+++ INFORMATION +++
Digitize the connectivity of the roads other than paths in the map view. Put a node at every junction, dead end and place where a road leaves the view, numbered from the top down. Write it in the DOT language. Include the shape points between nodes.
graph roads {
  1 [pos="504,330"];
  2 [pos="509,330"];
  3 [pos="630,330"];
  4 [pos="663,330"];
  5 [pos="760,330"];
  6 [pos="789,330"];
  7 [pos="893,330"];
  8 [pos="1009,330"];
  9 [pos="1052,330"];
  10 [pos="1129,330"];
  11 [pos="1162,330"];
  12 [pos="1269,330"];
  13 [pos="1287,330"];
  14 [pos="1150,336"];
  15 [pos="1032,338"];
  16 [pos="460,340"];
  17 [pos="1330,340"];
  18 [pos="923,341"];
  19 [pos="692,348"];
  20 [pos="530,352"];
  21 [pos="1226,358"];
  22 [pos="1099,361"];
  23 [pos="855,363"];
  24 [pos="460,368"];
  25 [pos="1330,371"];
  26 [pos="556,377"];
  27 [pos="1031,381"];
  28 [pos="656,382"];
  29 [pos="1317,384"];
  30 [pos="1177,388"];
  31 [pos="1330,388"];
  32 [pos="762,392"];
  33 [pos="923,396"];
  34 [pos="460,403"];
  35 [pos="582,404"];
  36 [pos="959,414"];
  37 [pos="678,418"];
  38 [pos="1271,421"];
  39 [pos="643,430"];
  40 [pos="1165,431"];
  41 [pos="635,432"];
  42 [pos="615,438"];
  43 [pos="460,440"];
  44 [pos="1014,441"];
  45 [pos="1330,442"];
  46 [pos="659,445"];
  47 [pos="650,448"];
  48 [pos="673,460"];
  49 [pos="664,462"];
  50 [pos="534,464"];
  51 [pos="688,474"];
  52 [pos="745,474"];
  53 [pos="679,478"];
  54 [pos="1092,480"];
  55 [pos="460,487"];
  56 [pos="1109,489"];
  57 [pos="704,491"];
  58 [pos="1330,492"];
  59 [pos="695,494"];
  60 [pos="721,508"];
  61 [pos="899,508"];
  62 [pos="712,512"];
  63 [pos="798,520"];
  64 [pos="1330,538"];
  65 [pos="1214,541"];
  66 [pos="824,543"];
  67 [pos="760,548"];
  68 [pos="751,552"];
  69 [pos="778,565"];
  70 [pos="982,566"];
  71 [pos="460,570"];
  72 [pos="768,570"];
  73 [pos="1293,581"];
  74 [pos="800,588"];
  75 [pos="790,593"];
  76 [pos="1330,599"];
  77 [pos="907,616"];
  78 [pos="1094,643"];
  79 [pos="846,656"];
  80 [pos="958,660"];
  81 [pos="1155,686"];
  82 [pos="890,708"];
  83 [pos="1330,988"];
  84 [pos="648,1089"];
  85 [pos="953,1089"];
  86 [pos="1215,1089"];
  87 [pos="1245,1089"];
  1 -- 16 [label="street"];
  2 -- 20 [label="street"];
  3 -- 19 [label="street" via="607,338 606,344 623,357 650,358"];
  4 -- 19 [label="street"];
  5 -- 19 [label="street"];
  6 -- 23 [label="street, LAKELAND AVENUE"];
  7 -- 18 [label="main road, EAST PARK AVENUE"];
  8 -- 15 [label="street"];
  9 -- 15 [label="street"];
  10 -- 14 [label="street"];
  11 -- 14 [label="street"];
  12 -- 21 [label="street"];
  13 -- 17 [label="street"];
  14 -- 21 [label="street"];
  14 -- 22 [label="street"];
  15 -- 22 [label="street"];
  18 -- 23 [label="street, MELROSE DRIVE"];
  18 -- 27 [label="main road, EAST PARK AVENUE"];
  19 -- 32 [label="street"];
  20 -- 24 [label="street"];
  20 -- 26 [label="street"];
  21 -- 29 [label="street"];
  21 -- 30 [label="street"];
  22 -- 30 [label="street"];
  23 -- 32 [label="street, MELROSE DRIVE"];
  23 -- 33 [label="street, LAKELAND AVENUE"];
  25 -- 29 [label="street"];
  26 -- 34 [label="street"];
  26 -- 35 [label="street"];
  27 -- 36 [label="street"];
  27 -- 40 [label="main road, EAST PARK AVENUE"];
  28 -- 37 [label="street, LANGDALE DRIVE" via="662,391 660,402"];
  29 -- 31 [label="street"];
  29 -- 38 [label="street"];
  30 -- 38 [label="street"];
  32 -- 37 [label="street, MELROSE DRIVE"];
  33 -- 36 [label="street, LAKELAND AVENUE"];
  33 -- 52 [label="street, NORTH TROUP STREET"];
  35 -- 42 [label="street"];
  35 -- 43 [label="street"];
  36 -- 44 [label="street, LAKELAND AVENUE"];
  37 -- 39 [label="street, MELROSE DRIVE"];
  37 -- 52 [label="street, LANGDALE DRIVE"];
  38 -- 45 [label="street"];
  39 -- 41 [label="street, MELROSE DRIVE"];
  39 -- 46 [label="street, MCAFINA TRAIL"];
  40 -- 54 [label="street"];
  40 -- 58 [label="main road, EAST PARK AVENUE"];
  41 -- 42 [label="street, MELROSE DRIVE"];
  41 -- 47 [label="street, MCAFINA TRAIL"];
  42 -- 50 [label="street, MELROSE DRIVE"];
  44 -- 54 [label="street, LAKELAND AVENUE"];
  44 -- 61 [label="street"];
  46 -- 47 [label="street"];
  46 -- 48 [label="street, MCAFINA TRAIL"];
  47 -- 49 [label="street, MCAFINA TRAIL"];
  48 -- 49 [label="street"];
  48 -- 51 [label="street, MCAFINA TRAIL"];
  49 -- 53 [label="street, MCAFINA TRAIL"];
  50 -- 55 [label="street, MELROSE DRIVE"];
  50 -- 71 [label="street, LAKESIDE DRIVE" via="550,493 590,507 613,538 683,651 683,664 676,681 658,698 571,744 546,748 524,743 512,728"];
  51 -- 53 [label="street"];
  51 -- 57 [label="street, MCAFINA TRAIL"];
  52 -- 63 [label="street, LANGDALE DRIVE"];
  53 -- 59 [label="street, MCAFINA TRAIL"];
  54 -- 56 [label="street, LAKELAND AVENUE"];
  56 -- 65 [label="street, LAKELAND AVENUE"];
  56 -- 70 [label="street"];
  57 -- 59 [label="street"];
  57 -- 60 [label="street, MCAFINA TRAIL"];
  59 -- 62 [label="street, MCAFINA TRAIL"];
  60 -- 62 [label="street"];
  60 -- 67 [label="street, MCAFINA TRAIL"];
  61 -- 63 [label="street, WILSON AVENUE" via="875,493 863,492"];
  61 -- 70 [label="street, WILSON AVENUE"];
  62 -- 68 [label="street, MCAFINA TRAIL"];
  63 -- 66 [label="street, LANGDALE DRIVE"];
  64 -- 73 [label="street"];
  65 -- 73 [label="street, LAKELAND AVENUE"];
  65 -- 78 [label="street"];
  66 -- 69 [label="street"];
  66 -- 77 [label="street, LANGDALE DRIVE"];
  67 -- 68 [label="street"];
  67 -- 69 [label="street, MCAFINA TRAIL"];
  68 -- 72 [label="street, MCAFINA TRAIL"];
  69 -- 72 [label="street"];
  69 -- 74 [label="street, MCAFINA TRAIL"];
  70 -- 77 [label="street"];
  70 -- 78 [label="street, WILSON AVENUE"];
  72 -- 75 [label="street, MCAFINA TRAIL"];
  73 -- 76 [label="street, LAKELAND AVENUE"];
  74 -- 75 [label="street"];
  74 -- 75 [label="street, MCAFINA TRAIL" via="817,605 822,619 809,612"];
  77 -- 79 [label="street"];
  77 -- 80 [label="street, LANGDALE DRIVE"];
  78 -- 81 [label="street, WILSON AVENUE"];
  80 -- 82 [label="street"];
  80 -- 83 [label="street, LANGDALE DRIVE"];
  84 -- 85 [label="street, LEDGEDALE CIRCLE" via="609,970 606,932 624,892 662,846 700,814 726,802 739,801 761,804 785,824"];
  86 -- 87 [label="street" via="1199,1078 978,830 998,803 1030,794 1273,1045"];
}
+++
◆ TASK DETAILS
Collect the lines of the data that carry the word "roads".

◆ SOLUTION TO THE EXERCISE
Digitize the connectivity of the roads other than paths in the map view. Put a node at every junction, dead end and place where a road leaves the view, numbered from the top down. Write it in the DOT language. Include the shape points between nodes.
graph roads {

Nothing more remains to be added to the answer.